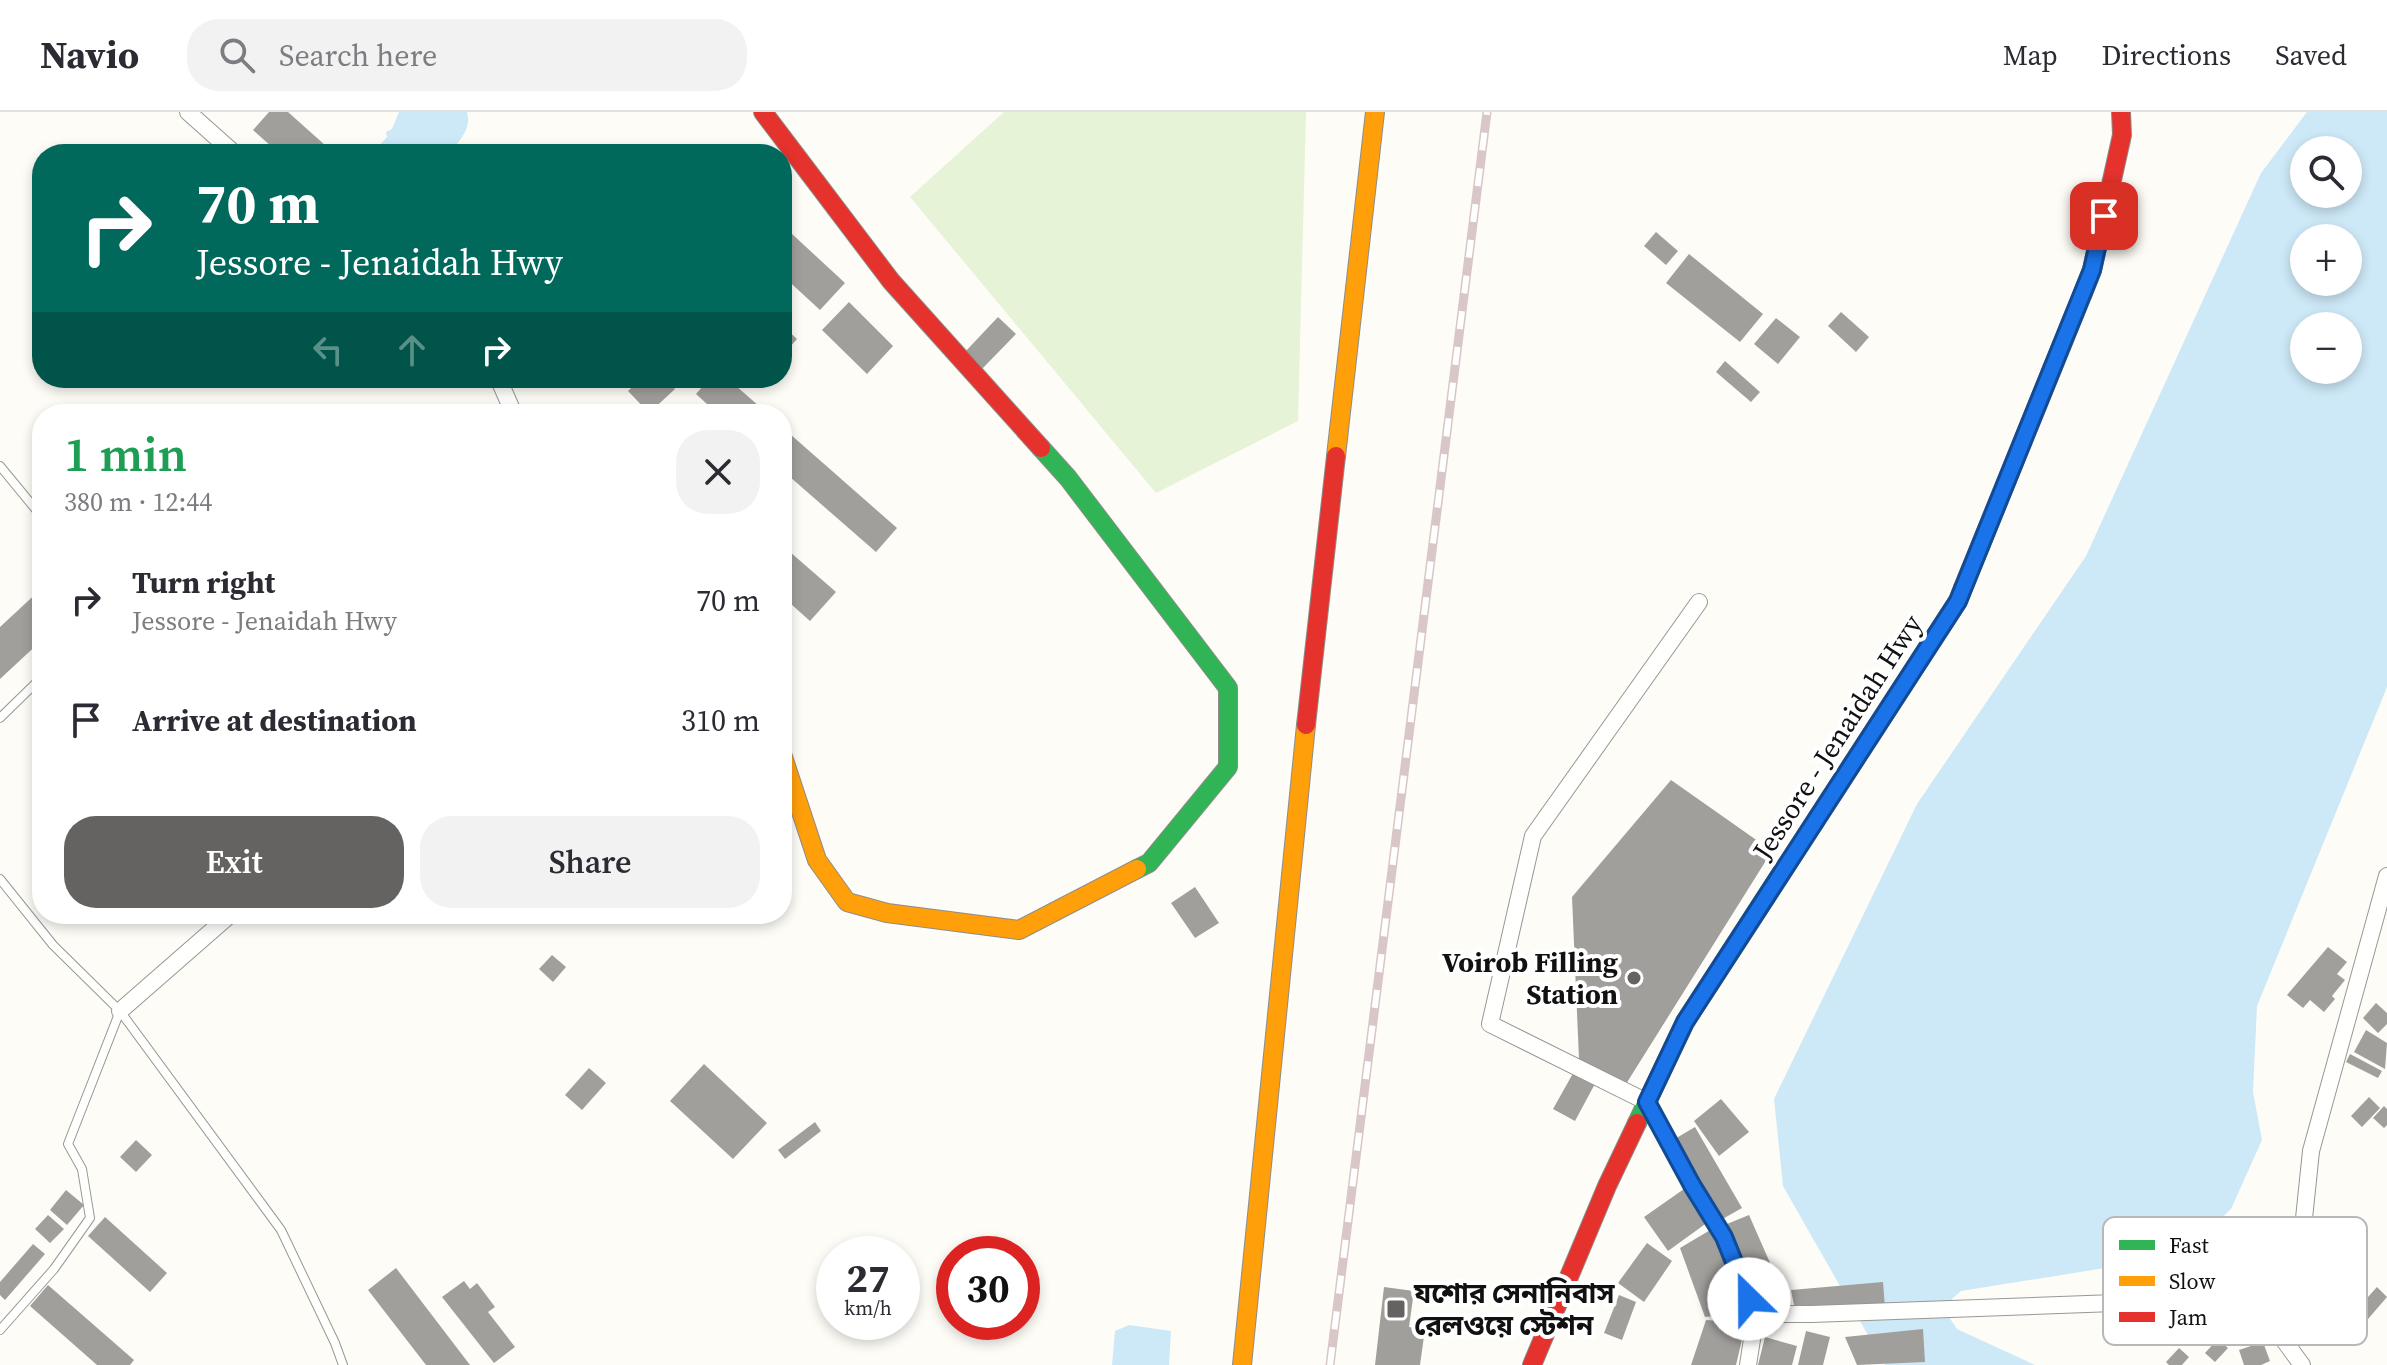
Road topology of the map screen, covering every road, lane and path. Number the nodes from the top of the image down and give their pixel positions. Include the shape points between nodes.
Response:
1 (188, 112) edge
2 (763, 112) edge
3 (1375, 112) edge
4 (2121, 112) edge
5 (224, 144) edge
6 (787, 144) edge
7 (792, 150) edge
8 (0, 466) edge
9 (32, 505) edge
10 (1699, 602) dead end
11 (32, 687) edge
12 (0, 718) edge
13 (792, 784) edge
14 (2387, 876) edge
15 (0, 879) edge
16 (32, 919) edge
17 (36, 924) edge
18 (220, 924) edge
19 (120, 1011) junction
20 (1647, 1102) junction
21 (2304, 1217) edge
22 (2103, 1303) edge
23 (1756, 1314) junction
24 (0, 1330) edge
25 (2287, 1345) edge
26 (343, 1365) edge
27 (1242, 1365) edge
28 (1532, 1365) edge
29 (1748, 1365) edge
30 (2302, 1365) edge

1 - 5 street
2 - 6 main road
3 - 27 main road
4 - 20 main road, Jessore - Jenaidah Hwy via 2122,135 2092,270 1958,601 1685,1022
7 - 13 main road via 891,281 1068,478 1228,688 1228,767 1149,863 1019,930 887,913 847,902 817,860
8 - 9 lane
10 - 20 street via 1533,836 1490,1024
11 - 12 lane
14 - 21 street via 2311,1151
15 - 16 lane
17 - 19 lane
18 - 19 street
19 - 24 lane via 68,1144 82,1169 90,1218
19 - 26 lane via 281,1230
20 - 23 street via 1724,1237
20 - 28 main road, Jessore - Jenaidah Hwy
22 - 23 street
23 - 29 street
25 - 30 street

> **Prompt**:
When you reproduce the entries above, keep every word exactly and leave out each picture.

> **Solution for this exercise**:
Road topology of the map screen, covering every road, lane and path. Number the nodes from the top of the image down and give their pixel positions. Include the shape points between nodes.
Response:
1 (188, 112) edge
2 (763, 112) edge
3 (1375, 112) edge
4 (2121, 112) edge
5 (224, 144) edge
6 (787, 144) edge
7 (792, 150) edge
8 (0, 466) edge
9 (32, 505) edge
10 (1699, 602) dead end
11 (32, 687) edge
12 (0, 718) edge
13 (792, 784) edge
14 (2387, 876) edge
15 (0, 879) edge
16 (32, 919) edge
17 (36, 924) edge
18 (220, 924) edge
19 (120, 1011) junction
20 (1647, 1102) junction
21 (2304, 1217) edge
22 (2103, 1303) edge
23 (1756, 1314) junction
24 (0, 1330) edge
25 (2287, 1345) edge
26 (343, 1365) edge
27 (1242, 1365) edge
28 (1532, 1365) edge
29 (1748, 1365) edge
30 (2302, 1365) edge

1 - 5 street
2 - 6 main road
3 - 27 main road
4 - 20 main road, Jessore - Jenaidah Hwy via 2122,135 2092,270 1958,601 1685,1022
7 - 13 main road via 891,281 1068,478 1228,688 1228,767 1149,863 1019,930 887,913 847,902 817,860
8 - 9 lane
10 - 20 street via 1533,836 1490,1024
11 - 12 lane
14 - 21 street via 2311,1151
15 - 16 lane
17 - 19 lane
18 - 19 street
19 - 24 lane via 68,1144 82,1169 90,1218
19 - 26 lane via 281,1230
20 - 23 street via 1724,1237
20 - 28 main road, Jessore - Jenaidah Hwy
22 - 23 street
23 - 29 street
25 - 30 street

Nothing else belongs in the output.